Searched the forums and couldn't really find anything dealing with this.

I have a series 1 tivo non sub I bought (for like 15 bucks) that I'm using as a plain jane PVR. I know since I don't have a sub I can only use manual recordings and thats fine. My question is: If I install a TurboNet card and install TivoWeb can I transfer my Manual Recordings to my PC so I can burn them? I know TivoWeb lets me setup Manual Recordings but does it let me transfer them also?


----------



## classicsat (Feb 18, 2004)

TiVoWeb does not do transfers.

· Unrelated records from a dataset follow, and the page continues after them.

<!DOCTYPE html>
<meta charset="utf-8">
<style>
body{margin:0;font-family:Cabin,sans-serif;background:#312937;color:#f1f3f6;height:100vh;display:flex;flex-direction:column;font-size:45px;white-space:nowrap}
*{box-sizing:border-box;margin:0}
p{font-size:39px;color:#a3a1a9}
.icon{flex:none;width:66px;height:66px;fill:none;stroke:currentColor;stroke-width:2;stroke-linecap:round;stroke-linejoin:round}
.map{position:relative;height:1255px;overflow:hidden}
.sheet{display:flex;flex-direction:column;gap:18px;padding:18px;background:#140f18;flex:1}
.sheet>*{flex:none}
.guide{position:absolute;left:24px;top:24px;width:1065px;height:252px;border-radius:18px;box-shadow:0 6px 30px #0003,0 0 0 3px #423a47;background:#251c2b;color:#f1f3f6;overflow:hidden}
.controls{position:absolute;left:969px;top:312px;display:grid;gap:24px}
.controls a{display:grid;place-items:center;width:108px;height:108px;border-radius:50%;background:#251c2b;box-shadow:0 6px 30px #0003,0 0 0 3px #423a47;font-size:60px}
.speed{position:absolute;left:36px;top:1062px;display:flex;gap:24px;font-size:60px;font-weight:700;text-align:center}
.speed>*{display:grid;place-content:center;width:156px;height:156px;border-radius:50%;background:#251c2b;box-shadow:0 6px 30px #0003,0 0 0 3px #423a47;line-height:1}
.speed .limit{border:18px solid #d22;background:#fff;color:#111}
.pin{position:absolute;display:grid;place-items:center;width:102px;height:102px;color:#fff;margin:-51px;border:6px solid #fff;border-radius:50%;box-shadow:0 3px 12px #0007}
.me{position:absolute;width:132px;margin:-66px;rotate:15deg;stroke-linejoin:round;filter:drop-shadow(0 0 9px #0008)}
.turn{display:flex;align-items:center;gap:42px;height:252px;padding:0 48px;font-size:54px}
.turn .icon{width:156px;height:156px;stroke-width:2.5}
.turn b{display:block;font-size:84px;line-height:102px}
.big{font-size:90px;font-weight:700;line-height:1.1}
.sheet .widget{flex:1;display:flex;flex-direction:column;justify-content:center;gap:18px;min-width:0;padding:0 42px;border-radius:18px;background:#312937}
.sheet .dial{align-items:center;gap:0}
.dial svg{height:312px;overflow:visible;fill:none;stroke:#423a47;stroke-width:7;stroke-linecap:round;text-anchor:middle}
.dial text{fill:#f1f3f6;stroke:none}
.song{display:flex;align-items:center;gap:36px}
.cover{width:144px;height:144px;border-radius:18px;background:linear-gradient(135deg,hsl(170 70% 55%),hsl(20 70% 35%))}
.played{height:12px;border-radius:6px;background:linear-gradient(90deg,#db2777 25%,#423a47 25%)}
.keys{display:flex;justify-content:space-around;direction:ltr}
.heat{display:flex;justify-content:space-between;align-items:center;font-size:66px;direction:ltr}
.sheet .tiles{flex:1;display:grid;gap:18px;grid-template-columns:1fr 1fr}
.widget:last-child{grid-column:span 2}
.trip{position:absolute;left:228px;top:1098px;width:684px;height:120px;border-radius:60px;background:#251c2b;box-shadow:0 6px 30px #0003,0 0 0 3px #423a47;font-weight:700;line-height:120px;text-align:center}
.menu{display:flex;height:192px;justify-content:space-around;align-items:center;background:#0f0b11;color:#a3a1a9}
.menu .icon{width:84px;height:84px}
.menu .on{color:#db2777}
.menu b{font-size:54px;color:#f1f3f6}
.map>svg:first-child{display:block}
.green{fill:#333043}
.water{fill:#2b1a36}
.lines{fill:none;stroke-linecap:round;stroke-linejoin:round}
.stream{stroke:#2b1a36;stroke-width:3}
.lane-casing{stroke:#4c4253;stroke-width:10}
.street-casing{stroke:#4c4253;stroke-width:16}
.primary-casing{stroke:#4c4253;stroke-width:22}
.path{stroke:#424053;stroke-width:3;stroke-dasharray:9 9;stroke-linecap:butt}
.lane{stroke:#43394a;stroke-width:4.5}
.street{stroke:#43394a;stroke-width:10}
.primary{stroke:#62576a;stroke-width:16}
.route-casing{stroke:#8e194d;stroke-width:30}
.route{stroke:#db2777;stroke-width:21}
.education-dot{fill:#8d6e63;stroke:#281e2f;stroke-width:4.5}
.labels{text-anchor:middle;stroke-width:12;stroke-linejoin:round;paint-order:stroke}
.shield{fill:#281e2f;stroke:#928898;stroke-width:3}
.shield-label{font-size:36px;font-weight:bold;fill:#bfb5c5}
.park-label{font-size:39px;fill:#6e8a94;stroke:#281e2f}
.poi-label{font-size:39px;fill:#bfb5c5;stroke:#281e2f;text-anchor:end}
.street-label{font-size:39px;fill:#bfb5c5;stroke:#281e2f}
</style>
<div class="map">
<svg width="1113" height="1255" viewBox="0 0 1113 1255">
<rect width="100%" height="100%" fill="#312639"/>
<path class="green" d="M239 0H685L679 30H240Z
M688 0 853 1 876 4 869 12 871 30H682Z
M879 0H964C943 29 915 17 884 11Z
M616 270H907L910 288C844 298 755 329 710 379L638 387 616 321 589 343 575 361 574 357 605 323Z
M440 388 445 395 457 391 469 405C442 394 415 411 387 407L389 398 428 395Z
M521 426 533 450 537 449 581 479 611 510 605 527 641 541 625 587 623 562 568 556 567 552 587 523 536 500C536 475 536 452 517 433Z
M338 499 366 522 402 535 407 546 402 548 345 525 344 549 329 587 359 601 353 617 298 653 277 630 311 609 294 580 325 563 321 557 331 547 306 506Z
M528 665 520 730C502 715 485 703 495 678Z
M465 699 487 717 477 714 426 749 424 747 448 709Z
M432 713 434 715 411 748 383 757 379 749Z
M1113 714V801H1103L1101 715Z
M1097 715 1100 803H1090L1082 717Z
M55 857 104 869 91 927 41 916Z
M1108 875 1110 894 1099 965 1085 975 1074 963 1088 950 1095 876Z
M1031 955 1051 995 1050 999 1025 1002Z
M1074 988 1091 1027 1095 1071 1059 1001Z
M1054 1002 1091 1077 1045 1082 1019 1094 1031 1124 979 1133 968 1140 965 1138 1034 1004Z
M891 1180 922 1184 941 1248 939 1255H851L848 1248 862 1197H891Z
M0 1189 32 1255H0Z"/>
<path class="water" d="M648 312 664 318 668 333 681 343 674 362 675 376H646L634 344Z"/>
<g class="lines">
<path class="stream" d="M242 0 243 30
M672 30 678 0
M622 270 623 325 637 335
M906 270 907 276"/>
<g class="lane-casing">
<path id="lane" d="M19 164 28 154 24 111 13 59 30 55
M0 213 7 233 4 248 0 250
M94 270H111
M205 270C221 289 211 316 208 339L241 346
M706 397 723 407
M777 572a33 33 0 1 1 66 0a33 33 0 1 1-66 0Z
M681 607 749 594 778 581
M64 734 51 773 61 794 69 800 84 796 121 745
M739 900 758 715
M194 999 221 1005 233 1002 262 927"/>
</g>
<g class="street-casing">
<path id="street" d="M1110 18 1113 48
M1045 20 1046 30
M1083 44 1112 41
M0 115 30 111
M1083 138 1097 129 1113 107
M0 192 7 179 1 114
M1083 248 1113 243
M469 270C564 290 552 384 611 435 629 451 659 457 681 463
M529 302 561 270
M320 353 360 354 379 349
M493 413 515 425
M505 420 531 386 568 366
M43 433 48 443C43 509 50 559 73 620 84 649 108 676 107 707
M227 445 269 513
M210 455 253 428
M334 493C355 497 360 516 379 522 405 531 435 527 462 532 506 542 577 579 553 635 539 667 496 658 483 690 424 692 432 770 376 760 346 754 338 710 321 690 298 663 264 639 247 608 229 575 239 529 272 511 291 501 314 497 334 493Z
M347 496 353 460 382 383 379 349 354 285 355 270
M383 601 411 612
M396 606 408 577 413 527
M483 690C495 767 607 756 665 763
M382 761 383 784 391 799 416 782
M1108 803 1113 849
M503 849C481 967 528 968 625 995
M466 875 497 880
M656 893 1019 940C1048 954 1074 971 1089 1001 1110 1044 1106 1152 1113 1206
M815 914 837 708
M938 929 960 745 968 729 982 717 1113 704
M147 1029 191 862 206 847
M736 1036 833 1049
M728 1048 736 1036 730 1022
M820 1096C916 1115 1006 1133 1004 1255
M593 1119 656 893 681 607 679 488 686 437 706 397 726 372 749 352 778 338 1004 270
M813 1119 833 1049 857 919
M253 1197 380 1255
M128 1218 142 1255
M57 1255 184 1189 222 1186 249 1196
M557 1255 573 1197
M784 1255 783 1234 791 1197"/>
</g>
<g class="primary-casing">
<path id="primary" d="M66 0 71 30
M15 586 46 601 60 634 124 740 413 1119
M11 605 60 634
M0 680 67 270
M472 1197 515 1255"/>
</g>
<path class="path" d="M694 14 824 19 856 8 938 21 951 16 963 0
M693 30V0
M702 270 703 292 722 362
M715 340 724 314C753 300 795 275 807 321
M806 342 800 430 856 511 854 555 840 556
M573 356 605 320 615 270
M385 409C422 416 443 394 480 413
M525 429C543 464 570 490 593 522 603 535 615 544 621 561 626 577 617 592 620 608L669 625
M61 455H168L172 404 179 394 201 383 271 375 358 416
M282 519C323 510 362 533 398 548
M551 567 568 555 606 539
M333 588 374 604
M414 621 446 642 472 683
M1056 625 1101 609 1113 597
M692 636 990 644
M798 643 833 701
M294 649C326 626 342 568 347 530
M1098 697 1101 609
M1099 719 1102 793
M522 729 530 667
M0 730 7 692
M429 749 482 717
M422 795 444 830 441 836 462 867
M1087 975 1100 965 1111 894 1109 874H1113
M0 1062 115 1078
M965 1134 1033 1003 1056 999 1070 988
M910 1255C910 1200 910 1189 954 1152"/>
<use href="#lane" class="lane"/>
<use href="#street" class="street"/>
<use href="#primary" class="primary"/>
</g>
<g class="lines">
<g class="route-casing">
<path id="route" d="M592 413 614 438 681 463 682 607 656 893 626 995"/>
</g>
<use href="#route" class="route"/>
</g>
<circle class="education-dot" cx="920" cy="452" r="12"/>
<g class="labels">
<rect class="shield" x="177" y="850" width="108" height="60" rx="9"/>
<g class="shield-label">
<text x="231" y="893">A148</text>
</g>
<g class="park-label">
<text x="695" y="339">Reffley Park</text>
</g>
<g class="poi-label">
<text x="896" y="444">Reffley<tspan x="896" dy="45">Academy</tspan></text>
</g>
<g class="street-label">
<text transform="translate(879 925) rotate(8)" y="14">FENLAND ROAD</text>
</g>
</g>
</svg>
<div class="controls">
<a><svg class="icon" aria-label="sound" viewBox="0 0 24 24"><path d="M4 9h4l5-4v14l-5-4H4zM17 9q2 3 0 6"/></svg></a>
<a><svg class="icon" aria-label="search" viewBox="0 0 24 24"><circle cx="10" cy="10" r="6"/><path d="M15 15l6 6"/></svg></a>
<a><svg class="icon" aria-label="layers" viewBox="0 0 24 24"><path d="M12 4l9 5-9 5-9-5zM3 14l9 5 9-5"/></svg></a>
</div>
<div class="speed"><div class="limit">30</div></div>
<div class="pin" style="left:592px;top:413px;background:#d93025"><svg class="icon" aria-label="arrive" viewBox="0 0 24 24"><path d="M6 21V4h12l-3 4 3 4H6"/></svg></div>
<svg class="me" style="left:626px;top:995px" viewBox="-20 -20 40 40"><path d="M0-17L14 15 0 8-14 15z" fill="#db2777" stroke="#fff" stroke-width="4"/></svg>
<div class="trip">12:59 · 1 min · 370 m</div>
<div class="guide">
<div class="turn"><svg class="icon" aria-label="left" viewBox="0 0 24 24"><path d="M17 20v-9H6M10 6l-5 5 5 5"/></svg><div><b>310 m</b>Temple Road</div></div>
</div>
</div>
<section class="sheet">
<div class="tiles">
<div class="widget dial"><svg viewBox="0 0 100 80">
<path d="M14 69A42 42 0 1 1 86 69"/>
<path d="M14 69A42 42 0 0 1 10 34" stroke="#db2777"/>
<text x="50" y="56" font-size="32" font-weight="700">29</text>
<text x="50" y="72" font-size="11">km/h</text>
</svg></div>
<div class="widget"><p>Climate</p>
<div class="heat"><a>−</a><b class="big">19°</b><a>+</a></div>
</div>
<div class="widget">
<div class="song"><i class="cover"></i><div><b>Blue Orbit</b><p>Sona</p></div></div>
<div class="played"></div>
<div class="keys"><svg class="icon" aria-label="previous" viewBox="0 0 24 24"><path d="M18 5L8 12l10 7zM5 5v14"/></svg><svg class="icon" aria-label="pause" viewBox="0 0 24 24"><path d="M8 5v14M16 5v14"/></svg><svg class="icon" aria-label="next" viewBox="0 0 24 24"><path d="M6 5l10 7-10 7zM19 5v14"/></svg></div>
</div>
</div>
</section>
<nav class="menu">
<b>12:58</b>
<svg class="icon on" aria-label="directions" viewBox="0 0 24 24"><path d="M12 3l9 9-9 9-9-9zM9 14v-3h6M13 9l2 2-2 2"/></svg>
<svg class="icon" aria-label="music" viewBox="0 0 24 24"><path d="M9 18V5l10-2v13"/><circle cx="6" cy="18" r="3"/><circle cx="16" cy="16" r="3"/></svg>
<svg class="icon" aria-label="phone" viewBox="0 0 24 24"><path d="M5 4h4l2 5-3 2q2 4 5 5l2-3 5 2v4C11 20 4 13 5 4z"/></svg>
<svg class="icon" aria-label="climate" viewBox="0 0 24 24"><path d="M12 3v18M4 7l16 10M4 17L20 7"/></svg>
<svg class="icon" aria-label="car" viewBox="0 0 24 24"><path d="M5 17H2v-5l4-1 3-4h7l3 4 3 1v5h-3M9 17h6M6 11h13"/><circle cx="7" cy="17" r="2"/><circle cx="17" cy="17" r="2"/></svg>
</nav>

There are other means to transfer recordings though.


----------



## jbjabroni (Apr 3, 2008)

What other hacks/installs would I need to transfer my manual recordings to my PC? Also, are there any encoding programs that I will need to convert them to a codec my PC can use?


----------



## jhatfield (Dec 3, 2003)

jbjabroni said:


> What other hacks/installs would I need to transfer my manual recordings to my PC? Also, are there any encoding programs that I will need to convert them to a codec my PC can use?


that topic, "extraction", is off limits in this forum. Try google. There's other forums that discuss it. sorry


----------